This is a follow up article to Karel Simpson’s previous guest post entitled “Risk Perception & Tolerance” which you can view here.
Karel Simpson is Corporate Risk Manager at GardaWorld.
In my last article I raised the question on what affects risk perception and tolerance to which I alluded to some elements believed to affect this. What I did not touch on was the effect on persons who live in amongst different types of risk and to which activities are habitual, just part of everyday life.
I have travelled through Kabul recently and watch the driving which is a push your way in to a gap that your vehicle virtually fits, no second thought to the risk of damaging the vehicle itself. Then you watch the people who wander across the road in front of vehicles and do not seem phased by the closeness of the vehicles that pass. Sometimes this is families with children and been sitting in the road to beg, maybe this is a means to an end and a choice taken away and therefore their tolerance is increased. Is it the fact that they have lived through turmoil and that they do not perceive the risk in the same way as someone who is not exposed to these risks.
You can of course also draw conclusions from this that training and education may not be on road safety in a country such as Afghanistan as perhaps it is in somewhere such as the United Kingdom or the United States.
Take this to a work element that we are familiar with, particularly one I have seen through my own experience and that is roofers.
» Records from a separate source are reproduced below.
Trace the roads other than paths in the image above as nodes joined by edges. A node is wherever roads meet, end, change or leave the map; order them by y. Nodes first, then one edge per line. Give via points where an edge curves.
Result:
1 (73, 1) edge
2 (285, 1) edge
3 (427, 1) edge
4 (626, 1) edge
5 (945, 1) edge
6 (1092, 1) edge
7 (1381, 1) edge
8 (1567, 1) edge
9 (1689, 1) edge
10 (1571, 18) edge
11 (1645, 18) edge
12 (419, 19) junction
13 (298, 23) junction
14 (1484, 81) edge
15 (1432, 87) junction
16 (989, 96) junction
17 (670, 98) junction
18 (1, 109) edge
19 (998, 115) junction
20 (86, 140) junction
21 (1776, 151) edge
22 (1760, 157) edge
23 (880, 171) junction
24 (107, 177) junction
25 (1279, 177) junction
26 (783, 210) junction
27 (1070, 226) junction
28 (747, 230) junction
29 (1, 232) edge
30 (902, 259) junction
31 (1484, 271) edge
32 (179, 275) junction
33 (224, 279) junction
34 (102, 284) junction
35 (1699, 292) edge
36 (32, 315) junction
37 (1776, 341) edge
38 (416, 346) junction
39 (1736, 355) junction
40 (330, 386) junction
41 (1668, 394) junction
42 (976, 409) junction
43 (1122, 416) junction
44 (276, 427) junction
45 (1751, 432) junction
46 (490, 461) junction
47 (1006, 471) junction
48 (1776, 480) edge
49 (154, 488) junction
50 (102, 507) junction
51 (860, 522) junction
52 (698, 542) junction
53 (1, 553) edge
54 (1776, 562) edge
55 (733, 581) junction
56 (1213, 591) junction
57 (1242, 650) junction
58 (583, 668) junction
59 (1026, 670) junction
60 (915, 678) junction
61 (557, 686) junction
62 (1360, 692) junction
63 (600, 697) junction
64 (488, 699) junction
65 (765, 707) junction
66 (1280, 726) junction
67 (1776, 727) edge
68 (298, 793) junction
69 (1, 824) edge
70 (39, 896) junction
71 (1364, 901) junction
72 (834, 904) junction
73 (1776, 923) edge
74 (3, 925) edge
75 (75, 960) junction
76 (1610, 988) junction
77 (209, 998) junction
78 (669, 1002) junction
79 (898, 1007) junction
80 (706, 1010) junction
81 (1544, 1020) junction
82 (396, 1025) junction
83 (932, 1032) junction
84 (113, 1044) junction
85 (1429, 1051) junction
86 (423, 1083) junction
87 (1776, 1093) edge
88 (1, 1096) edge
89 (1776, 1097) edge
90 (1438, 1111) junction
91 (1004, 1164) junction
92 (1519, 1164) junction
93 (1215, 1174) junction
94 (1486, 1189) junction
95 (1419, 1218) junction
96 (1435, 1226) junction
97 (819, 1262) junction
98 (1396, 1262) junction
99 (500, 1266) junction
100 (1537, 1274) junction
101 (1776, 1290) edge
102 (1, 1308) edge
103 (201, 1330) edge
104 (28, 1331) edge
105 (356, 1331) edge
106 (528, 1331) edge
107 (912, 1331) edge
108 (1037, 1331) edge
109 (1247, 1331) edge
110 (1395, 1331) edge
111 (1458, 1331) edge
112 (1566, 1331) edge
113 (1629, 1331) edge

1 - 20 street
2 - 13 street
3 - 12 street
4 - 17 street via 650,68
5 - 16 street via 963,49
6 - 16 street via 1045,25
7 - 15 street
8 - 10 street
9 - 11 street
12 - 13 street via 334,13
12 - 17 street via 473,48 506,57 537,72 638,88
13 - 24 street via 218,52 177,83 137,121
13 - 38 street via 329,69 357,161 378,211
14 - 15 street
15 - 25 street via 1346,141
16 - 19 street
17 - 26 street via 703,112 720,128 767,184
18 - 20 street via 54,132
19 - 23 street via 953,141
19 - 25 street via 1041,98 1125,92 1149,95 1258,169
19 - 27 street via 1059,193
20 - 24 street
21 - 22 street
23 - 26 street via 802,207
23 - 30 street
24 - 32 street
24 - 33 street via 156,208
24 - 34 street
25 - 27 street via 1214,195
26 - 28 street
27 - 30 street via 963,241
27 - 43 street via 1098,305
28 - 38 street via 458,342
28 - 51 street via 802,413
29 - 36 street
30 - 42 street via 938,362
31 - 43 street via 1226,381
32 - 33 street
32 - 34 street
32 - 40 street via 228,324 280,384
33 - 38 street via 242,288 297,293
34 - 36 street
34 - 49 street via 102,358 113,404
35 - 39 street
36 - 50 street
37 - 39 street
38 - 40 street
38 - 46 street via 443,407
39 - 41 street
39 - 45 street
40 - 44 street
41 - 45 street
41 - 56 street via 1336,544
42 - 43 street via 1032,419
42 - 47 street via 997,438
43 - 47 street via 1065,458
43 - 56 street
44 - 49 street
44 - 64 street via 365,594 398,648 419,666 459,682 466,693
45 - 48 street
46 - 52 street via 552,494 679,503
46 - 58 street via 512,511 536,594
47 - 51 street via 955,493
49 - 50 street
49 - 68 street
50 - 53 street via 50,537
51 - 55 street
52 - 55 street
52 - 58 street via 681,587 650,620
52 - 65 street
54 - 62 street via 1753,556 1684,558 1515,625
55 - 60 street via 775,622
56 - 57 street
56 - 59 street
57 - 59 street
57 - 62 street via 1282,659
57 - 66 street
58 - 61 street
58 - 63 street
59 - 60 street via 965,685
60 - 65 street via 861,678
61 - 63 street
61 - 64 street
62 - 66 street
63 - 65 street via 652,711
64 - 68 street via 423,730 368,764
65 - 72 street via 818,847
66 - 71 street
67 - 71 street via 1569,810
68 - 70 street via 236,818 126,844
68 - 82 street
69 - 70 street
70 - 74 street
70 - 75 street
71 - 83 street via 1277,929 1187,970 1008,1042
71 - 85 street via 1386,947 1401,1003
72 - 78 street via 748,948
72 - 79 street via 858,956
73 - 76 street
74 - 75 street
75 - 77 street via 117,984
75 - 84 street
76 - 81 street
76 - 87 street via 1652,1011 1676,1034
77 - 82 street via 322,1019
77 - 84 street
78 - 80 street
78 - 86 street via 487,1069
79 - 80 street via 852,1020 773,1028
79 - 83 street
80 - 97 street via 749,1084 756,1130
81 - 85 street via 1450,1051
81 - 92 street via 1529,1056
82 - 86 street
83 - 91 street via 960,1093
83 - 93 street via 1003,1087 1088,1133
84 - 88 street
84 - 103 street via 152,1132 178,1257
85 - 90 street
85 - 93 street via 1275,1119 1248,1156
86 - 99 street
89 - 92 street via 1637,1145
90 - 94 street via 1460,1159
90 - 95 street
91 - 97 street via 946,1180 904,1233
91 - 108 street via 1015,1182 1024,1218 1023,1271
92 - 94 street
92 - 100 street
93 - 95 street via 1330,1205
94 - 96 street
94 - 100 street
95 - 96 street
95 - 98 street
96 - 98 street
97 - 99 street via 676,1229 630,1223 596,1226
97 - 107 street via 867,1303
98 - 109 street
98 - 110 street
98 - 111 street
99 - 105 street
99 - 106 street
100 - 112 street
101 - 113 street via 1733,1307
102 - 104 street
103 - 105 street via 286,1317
Roofers work on a roof at heights all day long and seem unphased to the risk of falling. Not to say they do not take precautions and measures as needed. I am sure though people have seen the guys I am talking about, sat perched on the roof without a care in the world, nothing to stop there fall and yet are not phased. I climb onto a roof and let me put it this way. I am not one for heights. I feel uncomfortable, this is not my environment, not my comfort zone and I can identify the risks quite clearly. So why do roofers not look or appear that this bothers them.
Is this because this is their habitat, where for 6, 7 or perhaps 8 hours a day they spend their time. Does something that surrounds you every day suddenly just become ‘normal’? Then if so how can this be prevented? After all the whole idea of understanding risk perception and tolerance is indeed to try and assist or improve a person’s judgement. Do this and then the management of risk can come into play ensuring that people continue to work efficiently, effectively and safely, ready to return another day.
In the literature reviewed the exposure to risk was shown across various topics and specific areas to have an effect on how a person would judge risk, with the literature clearly drawing a comparison between exposure and judgement. Campo-Martinez et al. (2010) found in the research they conducted that when a tourist has already visited a destination then their perception of risk also declines for that destination of which is supported by the research of Fuchs and Reichel (2011).
Although in contrast, an interesting article on risk taking in extreme sports was reviewed by Peake (2013) in which looks at the recent study of risk taking behaviour by Dr. Erik Monaterio, a New Zealand based psychiatrist who studies risk. This research found that in extreme sports the risk taking is tolerated in order to gain that thrill and although a serious injury is expected every 200 – 300 jumps this was seen as part of the acceptance by the base jumpers questioned; even with 2/3rds of the jumpers suffering a serious injury already.
My personal conclusion is that two different elements come into play here. In regards to the tourists it is their perception that is being affected, the more they are exposed to the risk and perhaps the lack of a threat being evidenced, they start to perceive a lower threat. We can argue if this is right or wrong in a future article as this could be an uneducated guess or simply they feel more comfortable because surroundings become familiar.
The extreme sports element of perception is shown to be accepted and that the tolerance in fact is adjusted, why because they see a positive in the outcome in the thrill seeking experience. This to me is risk management being used perfectly. Risk can be positive as well as negative. An assessment is made, a risk is identified in this scenario but the outcome from the risk is deemed to be a positive result and one worth taking.
This is a snapshot and of course other risk exposures exist that I will look to discuss at a later date.